Recently, much attention has been unduly focused on the “hookup scene” of Birthright. People might be prone to think that the primary purpose of Birthright is to work on “Jewish continuity” during the trip itself in a very practical manner. I have been privileged to be involved with Birthright groups as an Israeli educational tour guide and program designer since the program’s inception. In fact, I may well be one of the longest-serving Birthright Israel tour guides, dating back to the pilot program in December 1999. I can categorically state that, contrary to some misinformed suggestions, Birthright is not a Woodstock revival-type tour for hedonists.
Taglit Birthright Israel is now 15 years old and has brought some 500,000 young Jews to Israel. It is one of the most significant quality Jewish educational identity building experiences, and our global community needs to do whatever it can to keep this program running. Together we need to pull an entire generation back from the abyss of assimilation and apathy by positively reconnecting them to their religion, people and land.

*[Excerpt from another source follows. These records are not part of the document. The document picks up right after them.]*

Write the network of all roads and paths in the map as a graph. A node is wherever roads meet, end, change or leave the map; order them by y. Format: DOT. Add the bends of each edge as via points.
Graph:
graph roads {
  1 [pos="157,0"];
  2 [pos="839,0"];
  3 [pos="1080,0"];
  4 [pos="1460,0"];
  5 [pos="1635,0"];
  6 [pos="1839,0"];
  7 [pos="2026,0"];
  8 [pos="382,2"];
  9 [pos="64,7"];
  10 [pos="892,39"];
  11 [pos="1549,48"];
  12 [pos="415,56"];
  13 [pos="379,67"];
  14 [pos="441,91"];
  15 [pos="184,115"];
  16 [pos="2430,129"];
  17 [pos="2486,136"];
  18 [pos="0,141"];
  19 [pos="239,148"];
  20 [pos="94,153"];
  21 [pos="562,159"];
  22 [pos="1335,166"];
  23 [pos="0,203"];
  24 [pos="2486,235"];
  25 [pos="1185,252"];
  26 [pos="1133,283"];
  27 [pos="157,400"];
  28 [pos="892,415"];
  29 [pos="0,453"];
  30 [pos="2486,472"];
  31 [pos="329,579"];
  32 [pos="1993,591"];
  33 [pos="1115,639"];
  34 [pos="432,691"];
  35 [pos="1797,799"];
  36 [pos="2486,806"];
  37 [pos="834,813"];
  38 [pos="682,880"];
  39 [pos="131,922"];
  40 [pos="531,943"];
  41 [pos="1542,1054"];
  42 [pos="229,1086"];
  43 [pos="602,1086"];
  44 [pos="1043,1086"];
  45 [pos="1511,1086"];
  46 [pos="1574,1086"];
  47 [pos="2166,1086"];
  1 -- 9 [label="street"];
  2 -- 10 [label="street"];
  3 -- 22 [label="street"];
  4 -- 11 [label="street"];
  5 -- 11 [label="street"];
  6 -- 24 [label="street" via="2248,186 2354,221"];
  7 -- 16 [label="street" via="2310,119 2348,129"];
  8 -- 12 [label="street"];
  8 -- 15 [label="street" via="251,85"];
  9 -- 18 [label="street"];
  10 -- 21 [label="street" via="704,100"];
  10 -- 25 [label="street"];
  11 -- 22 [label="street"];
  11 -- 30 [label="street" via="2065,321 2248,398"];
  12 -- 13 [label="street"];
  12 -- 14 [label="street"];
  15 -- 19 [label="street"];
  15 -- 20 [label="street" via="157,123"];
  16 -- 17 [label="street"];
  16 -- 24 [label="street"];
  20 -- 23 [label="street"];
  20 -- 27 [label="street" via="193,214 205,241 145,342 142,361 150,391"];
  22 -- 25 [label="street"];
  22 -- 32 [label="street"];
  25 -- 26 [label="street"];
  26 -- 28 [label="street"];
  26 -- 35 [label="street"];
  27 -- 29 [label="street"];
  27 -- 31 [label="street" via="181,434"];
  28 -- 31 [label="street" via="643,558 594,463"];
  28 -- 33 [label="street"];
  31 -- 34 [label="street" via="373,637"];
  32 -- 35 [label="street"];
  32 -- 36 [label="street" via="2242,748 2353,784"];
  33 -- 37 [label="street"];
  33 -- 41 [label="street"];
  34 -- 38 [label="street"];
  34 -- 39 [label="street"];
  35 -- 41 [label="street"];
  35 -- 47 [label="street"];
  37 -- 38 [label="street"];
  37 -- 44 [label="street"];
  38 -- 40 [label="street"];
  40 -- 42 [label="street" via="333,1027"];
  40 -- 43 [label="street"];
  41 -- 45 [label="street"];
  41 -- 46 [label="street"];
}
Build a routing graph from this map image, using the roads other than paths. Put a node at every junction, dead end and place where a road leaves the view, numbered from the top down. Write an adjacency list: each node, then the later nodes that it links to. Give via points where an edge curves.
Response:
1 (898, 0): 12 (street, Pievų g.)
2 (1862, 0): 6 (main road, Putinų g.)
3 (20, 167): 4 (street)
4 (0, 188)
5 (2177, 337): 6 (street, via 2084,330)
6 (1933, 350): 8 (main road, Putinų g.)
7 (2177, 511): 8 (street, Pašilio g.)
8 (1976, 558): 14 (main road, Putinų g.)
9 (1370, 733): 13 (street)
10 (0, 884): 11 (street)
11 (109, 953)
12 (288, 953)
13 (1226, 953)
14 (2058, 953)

My doctoral thesis takes a unique look at Birthright’s impact from the point of view of the Israeli soldiers who participate on the trip. Of course the major donours have focused on the effects on the diaspora participants. But about 100,000 IDF soldiers, the cream of the crop, have taken part as well, touring with groups for five to ten days on a “Mifgash” (informal cross-cultural-peer-to-peer encounter). My research has found that these encounters shatter their stereotypical impressions of shallow American Jews and rude Israelis. It makes the Israelis see what they have in common with other young Jews, but also strengthens their motivation to serve. The IDF soldiers see themselves through the eyes of their American peers and it gives them a strong sense of purpose, of being part of and protecting Jewish people everywhere.
Indeed, An effective Mifgash challenges negative stereotypes which are caused by casual encounters, and that it enables both sides to expand their Jewish horizons by learning to appreciate each other’s different perceptions of Jewishness. It allows the American participants to gain an understanding of the complex multi-dimensional, multi-cultural reality that is Israel.